Ammo Price Surge Expected as EPA Regulations Close Lead Smelter
Because of heightened EPA regulations, Doe Run Company's Herculaneum lead smelter in Herculaneum, Missouri—the last U.S. smelter of its kind—is closing its doors on December 31, 2013.
Once this happens, the lead for traditional ammunition will have to be imported, thus driving up the price for bullets, shotgun shells, etc.
The Herculaneum smelter has been operating in the same location since 1892. And according to the NRA's Institute for Legislative Action (NRA-ILA), "it is the only smelter in the United States which can produce lead bullion from raw lead ore," so once it closes, the only lead smelters left in the nation will be ones that recycle lead from existing items "such as lead acid batteries or spent ammunition components."
Herculaneum's product is the type of lead used to make components for traditional lead ammunition, and once the smelter closes, such lead and/or ammunition components will have to be imported into the U.S. Ammunition prices are expected to rise, reflecting import costs.

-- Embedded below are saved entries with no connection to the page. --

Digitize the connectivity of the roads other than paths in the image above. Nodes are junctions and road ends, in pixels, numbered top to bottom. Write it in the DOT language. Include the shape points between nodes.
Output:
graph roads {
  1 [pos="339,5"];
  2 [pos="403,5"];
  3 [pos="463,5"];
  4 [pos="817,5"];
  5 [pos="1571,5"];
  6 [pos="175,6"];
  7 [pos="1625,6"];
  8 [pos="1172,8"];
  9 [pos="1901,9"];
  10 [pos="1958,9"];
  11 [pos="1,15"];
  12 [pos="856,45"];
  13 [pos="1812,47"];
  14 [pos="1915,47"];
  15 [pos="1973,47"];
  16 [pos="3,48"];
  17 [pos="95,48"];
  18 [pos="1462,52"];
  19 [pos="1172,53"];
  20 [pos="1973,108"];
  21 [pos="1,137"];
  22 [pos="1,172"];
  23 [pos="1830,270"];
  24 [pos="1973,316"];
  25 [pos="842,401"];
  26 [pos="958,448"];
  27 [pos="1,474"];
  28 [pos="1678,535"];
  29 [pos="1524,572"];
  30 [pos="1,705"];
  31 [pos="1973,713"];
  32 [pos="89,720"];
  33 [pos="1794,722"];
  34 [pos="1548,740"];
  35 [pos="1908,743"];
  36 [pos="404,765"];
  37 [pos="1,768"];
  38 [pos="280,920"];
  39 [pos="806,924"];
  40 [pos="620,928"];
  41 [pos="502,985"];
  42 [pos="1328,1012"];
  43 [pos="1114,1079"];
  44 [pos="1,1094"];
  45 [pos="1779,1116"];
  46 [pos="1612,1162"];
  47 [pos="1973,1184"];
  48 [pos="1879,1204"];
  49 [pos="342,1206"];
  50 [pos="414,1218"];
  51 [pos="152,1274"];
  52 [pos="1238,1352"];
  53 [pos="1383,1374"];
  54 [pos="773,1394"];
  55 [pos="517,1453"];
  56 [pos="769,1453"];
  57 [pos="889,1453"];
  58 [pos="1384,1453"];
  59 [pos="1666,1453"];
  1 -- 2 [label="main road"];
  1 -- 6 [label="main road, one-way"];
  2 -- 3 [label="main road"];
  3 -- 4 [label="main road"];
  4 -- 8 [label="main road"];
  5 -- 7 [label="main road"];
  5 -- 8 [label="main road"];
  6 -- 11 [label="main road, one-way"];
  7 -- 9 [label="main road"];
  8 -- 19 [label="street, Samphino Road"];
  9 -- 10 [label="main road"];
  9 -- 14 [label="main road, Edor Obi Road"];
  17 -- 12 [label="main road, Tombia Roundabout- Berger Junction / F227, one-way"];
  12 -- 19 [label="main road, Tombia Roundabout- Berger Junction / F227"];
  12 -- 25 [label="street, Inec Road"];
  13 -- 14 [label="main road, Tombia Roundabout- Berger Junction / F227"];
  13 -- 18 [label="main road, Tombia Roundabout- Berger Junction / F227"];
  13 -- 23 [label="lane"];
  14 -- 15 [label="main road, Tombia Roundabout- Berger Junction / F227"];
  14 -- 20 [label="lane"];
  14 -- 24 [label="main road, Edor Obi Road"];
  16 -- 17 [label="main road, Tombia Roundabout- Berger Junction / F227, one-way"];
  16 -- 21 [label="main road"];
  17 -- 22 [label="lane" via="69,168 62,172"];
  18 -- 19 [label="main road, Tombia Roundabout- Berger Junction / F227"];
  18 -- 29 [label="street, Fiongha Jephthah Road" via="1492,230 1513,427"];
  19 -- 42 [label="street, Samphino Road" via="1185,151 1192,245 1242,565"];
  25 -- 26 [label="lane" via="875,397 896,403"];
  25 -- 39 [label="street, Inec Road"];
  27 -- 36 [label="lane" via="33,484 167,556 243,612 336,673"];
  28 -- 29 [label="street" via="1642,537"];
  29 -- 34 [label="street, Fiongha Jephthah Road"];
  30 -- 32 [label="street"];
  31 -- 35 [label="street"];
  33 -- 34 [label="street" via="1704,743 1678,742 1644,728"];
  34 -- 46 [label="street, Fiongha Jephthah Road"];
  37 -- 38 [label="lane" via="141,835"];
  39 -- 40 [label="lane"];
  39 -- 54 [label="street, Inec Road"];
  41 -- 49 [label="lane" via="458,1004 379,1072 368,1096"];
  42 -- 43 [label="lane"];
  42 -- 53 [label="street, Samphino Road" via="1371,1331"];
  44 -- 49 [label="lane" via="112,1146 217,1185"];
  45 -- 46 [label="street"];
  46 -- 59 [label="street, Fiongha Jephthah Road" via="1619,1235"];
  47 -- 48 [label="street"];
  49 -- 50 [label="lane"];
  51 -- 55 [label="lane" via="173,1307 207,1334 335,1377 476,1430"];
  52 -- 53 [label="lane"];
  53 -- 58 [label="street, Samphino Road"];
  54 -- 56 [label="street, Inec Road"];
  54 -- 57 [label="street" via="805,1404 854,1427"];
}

In 2008, the EPA "issued new National Ambient Air Quality Standards for lead that were 10 times tighter than the previous standard." Following the release of this standard, the Doe Run Company tried to bring the Herculaneum smelter into compliance but in 2010 realized the cost of compliance was too great. They then reached a "comprehensive settlement" with both the EPA and the state of Missouri, requiring the smelter to close at the end of 2013.